Los expertos niegan que la práctica de la natación aumente el riesgo de asma.

Una investigación divulgada hace unos meses sembró la alarma entre los padres de bebés ‘nadadores’. Según Alfred Bernard, profesor de Toxicología de la Universidad Católica de Lovaina, «la natación en piscinas fuertemente cloradas podría ser un factor de riesgo de desarrollo o empeoramiento del asma en el niño». Este estudio destacaba especialmente el deterioro de los pulmones de los pequeños que acudían a clases de natación antes de cumplir los 2 años.

La Asociación Española de Pediatría encargó a los doctores Javier Elorz y Carlos González, de la Unidad de Neumología Infantil del Servicio de Pediatría del Hospital de Basurto (Bilbao), realizar un informe sobre la alarmante investigación del doctor Bernard.

Elorz y González concluyen que «está demostrada la relación entre el aumento de la prevalencia de asma y la práctica de la natación a nivel profesional, pero en la actualidad no hay evidencia de que el riesgo de padecer asma aumente en los niños que acuden a las piscinas, siempre que en éstas existan unos niveles de cloración del agua dentro de los límites establecidos y que la aireación de las instalaciones sea adecuada». El informe está disponible en la web de la Asociación Española de Pediatría (www.aeped.es).

Diversión. Una niña flota gracias a los "churros" de plástico.

Cloramina.

Los expertos realizan dos puntualizaciones al estudio de Bernard. Por un lado, que la sustancia más peligrosa no es el cloro propiamente dicho, sino las cloraminas, resultado de la reacción del desinfectante con elementos orgánicos de la orina y la piel. Por tanto, en una instalación con una adecuada renovación del agua y el aire, la cantidad de cloro y cloraminas que inhalan los nadadores es menor.

Por otro lado, el informe matiza que en Bélgica la natación escolar es obligatoria. Este dato hace presuponer una mayor exposición al cloro por parte de los niños belgas.
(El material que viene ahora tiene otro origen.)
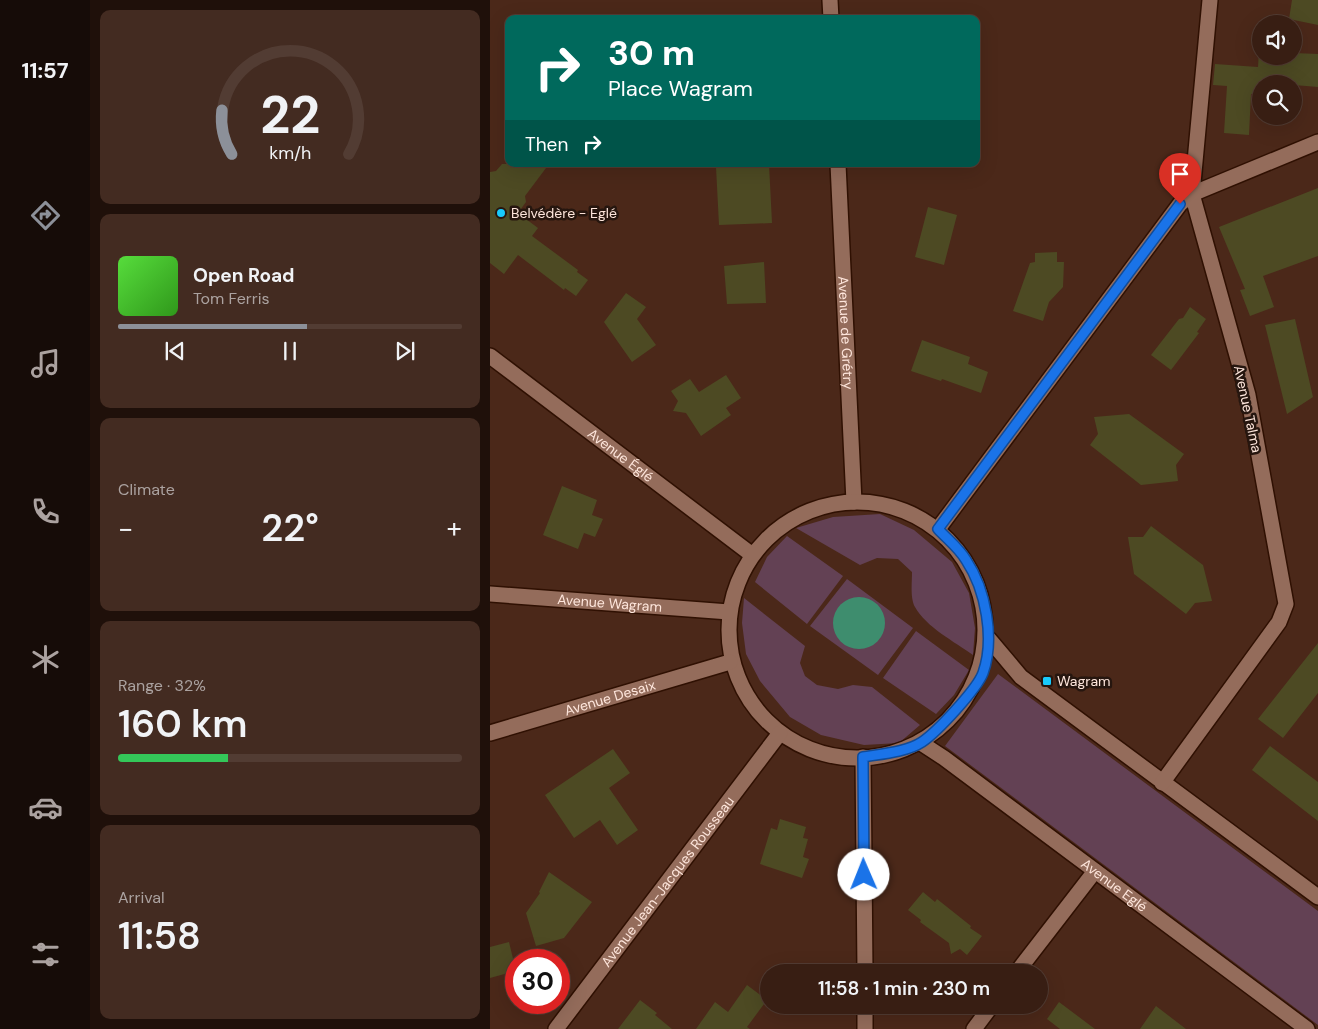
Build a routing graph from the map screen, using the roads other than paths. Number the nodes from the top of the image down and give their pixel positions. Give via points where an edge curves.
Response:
1 (830, 0) edge
2 (1210, 0) edge
3 (831, 15) edge
4 (1318, 142) edge
5 (838, 167) edge
6 (1192, 194) junction
7 (490, 356) edge
8 (854, 502) junction
9 (938, 529) junction
10 (751, 554) junction
11 (490, 594) edge
12 (728, 612) junction
13 (989, 639) junction
14 (730, 662) junction
15 (490, 733) edge
16 (780, 733) junction
17 (921, 743) junction
18 (863, 757) junction
19 (1162, 783) junction
20 (1095, 871) junction
21 (1318, 897) edge
22 (865, 964) edge
23 (1023, 964) edge
24 (865, 1014) edge
25 (985, 1014) edge
26 (556, 1029) edge
27 (865, 1029) edge
28 (974, 1029) edge
29 (1308, 1029) edge

1 - 3 street
2 - 6 street, Avenue Talma
4 - 6 street
5 - 8 street, Avenue de Grétry
6 - 9 street via 1180,204
6 - 19 street, Avenue Talma via 1248,395 1286,604 1279,622
7 - 10 street, Avenue Églé
8 - 9 street via 898,508
8 - 10 street via 815,509 780,527
9 - 13 street via 966,560 984,598
10 - 12 street via 738,579
11 - 12 street, Avenue Wagram
12 - 14 street
13 - 17 street via 982,674 964,700
13 - 19 street via 1021,677
14 - 15 street, Avenue Desaix
14 - 16 street via 748,703
16 - 18 street via 822,753
16 - 26 street, Avenue Jean-Jacques Rousseau
17 - 18 street
17 - 20 street, Avenue Eglé
18 - 22 street
19 - 21 street
20 - 23 street
20 - 29 street, Avenue Eglé
24 - 27 street
25 - 28 street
El doctor Adulfo Sánchez Marenco, neumólogo infantil del Hospital San Cecilio de Granada, asegura que la natación en buenas condiciones higiénicas no representa ningún riesgo: «Los pulmones de los bebés son iguales que los pulmones de los adultos. Mientras no se demuestre lo contrario, son más sanos». Incluso recuerda que la natación es una de las actividades más recomendadas para niños con enfermedades respiratorias, como el asma.

El especialista hace una única excepción con los bebés prematuros que hayan sufrido patología respiratoria. «Con este grupo, que es minoritario, habría que tener más vigilancia, pero no prohibir nada», insiste.

El doctor Miguel Ángel Gallo, director del Centro de Medicina Deportiva del Patronato Municipal de Deportes de Granada, recuerda que el reglamento sobre piscinas de la Junta de Andalucía establece que la cantidad de cloro residual libre de estas instalaciones ha de oscilar entre 0,4 y 1,5 miligramos por litro, mientras que la cantidad de agua que hay que renovar a diario es del 5%.El vaso profundo de la piscina de Núñez Blanca mantiene un nivel de cloro del 1%, y el vaso pequeño, cuando los usuarios son niños pequeños, de entre el 0,5% y el 0,6%.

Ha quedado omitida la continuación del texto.